The Internet by its very nature is highly democratic,
especially compared to traditional broadcast mediums, and I am deeply concerned
that regulatory actions taken today could have a chilling effect on a vast,
untapped opportunity for civic engagement that the Internet provides. Unlike
advertising on TV and radio which requires a high level of funding available
only to a select few, there are many producers of online content. While it is
possible for political campaigns to "buy" a certain level of presence on the
Internet, anyone with nothing more than a creative message can have an impact
on millions of others in that same medium.
While we’ve seen substantial growth in the Internet, we are
really just beginning to understand how this medium will shape campaigns and
the political process. And, in reality, Internet spending represents only a
small slice of the campaign budget (though this is already growing). The
Internet is so vast and dynamic that online communications do not fit neatly
into one category. Requiring the disclosure of the source and funding of
Internet political activities is not a "one size fits all solution."
For example, on Twitter messages are limited to 140
characters – there is simply not room for a lengthy disclaimer that a message
is paid for by a campaign or put out by campaign staffers. Likewise, search ads
placed with Google’s very commonly used AdWords system also have limits on the
number of characters in an ad; there is not nearly enough space for a typical
Blogs present a special set of challenges. Is a major
blogger contributing in-kind when writing a favorable blog post about a
campaign? What if that blogger also accepts a paid ad from the same campaign?
What part is advertising and what part is free political speech?
Given that Internet resources are relatively inexpensive and
widely available to all, it is difficult to determine whether a communication
was actually paid for by a campaign or the work of a volunteer, especially when
an individual could plausibly fill both roles. Take for example a real case
from the 2008 presidential election. Phil de Vellis, who was working with the
Obama campaign’s Internet consulting firm gained national attention when he
created a YouTube video which mashed up Apple’s iconic "1984" super
bowl spot with footage from Senator Hillary Clinton’s campaign website. The
video appeared to be professionally produced and included a direct plug for
Barack Obama. de Vellis claimed that he had acted alone and on his own time
with his own equipment to create the ad…entirely plausible, but highly questionable
at the same time. This begs the question: was de Vellis’ action a campaign
expenditure or free political speech?
Clearly, there is not one simple answer to address these
issues.
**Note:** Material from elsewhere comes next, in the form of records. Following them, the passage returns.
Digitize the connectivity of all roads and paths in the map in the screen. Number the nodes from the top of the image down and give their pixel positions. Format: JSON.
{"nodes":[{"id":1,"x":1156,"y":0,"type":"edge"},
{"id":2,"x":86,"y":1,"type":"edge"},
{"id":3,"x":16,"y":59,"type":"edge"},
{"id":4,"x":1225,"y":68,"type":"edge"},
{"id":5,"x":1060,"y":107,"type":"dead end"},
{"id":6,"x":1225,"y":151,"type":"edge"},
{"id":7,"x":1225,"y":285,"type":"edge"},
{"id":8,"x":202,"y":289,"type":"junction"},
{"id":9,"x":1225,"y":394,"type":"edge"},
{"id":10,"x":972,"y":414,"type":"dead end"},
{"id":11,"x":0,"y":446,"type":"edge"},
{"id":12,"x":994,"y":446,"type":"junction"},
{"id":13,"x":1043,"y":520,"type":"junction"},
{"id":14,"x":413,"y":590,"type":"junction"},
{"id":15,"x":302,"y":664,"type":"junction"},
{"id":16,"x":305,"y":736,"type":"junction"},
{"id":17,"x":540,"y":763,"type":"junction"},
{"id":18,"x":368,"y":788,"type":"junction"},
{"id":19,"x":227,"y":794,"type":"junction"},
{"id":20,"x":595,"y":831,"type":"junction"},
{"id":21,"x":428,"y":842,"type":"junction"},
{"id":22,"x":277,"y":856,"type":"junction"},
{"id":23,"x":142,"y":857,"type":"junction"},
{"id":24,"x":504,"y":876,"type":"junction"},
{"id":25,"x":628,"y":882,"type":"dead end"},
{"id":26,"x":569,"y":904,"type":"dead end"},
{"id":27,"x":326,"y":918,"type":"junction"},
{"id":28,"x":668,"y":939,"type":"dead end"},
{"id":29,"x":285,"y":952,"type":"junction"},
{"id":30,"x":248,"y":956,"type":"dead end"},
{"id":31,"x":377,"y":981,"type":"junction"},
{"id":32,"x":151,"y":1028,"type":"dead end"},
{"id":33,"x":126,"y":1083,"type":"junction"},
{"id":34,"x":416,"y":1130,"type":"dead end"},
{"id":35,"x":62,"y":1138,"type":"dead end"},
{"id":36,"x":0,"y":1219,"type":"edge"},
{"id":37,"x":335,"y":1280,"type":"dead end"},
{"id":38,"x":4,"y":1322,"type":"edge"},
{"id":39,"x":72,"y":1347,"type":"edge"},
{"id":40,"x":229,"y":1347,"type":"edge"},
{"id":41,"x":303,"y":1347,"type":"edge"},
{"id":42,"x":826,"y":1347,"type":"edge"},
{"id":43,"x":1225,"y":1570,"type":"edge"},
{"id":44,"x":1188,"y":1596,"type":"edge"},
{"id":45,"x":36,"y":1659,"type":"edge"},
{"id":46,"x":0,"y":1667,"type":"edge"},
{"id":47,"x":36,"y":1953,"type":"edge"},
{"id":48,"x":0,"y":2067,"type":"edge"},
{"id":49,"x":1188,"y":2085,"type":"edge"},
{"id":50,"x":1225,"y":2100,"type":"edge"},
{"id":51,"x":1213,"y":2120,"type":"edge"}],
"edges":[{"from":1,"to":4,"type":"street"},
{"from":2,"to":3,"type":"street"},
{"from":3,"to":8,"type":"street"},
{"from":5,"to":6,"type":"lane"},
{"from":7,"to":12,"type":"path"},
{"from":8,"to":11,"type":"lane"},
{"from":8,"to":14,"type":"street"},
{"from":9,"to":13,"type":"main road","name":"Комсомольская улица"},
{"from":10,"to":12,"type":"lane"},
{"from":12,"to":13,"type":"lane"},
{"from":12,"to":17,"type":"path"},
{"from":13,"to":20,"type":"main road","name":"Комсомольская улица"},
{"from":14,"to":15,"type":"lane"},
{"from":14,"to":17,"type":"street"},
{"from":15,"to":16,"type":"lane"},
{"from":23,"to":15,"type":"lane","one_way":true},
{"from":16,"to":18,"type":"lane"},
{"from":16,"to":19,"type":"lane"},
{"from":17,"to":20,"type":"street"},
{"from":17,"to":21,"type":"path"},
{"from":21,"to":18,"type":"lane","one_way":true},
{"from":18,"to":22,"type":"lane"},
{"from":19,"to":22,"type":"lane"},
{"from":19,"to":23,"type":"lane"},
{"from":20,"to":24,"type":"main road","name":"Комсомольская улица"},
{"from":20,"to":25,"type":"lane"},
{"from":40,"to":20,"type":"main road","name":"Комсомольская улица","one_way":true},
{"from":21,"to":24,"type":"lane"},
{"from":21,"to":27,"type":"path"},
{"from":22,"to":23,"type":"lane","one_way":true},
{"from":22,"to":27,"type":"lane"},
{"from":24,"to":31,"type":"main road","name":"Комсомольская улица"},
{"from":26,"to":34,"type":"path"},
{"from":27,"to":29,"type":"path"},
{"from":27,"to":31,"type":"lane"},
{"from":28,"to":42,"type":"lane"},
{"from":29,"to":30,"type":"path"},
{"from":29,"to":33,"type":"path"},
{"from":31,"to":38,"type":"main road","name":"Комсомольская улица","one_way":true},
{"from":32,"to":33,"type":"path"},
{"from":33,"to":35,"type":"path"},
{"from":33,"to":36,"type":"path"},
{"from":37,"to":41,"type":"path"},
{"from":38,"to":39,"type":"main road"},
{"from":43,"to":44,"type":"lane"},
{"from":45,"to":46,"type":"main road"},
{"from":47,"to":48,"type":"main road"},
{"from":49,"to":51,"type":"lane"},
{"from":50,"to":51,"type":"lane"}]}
The Internet is still dramatically maturing and it is way too early to
take regulatory or legislative action without further study or consideration. There
will come a time when the evolution of the Internet will slow to a more
manageable pace, but it would be unwise and impractical to get ahead of
ourselves now. In the meantime, the Internet has proven to be powerfully
effective at self-policing underhanded and dishonest behavior. We must allow the
Internet to continue to grow into a great democratizing force in our society
and not regulate one of the best tools for civic engagement.